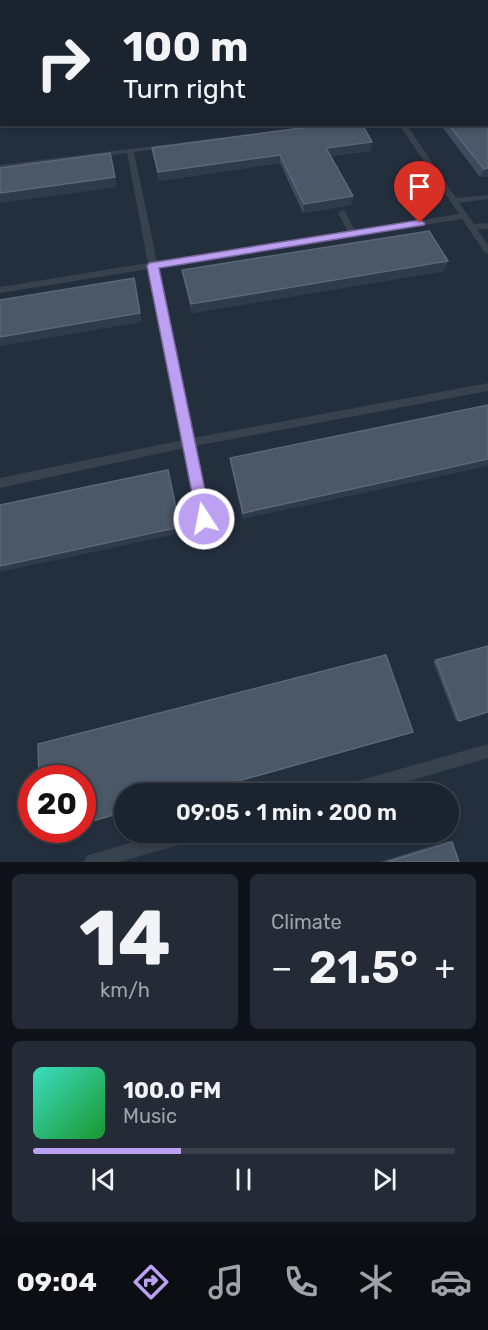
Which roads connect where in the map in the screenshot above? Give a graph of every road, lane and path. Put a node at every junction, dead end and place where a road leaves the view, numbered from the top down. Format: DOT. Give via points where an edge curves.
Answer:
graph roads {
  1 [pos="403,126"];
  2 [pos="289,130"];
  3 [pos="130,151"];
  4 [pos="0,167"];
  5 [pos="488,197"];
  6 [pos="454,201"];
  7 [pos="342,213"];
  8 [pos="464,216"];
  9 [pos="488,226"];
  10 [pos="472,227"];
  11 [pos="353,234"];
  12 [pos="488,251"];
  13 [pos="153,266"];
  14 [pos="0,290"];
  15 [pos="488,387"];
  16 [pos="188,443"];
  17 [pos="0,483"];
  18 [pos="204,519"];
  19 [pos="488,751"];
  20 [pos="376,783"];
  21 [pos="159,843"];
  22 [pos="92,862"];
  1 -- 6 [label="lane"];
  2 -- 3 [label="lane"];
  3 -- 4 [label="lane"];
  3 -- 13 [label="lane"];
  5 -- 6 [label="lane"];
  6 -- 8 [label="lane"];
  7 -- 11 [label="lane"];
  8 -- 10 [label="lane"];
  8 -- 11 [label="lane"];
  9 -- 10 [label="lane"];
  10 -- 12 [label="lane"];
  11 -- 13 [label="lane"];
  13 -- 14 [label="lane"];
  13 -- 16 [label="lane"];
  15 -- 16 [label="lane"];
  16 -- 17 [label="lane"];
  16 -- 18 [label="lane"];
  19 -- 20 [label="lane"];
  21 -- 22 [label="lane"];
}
******
What is needed here is an exact transcript of the data above, pictures excluded.

Which roads connect where in the map in the screenshot above? Give a graph of every road, lane and path. Put a node at every junction, dead end and place where a road leaves the view, numbered from the top down. Format: DOT. Give via points where an edge curves.
Answer:
graph roads {
  1 [pos="403,126"];
  2 [pos="289,130"];
  3 [pos="130,151"];
  4 [pos="0,167"];
  5 [pos="488,197"];
  6 [pos="454,201"];
  7 [pos="342,213"];
  8 [pos="464,216"];
  9 [pos="488,226"];
  10 [pos="472,227"];
  11 [pos="353,234"];
  12 [pos="488,251"];
  13 [pos="153,266"];
  14 [pos="0,290"];
  15 [pos="488,387"];
  16 [pos="188,443"];
  17 [pos="0,483"];
  18 [pos="204,519"];
  19 [pos="488,751"];
  20 [pos="376,783"];
  21 [pos="159,843"];
  22 [pos="92,862"];
  1 -- 6 [label="lane"];
  2 -- 3 [label="lane"];
  3 -- 4 [label="lane"];
  3 -- 13 [label="lane"];
  5 -- 6 [label="lane"];
  6 -- 8 [label="lane"];
  7 -- 11 [label="lane"];
  8 -- 10 [label="lane"];
  8 -- 11 [label="lane"];
  9 -- 10 [label="lane"];
  10 -- 12 [label="lane"];
  11 -- 13 [label="lane"];
  13 -- 14 [label="lane"];
  13 -- 16 [label="lane"];
  15 -- 16 [label="lane"];
  16 -- 17 [label="lane"];
  16 -- 18 [label="lane"];
  19 -- 20 [label="lane"];
  21 -- 22 [label="lane"];
}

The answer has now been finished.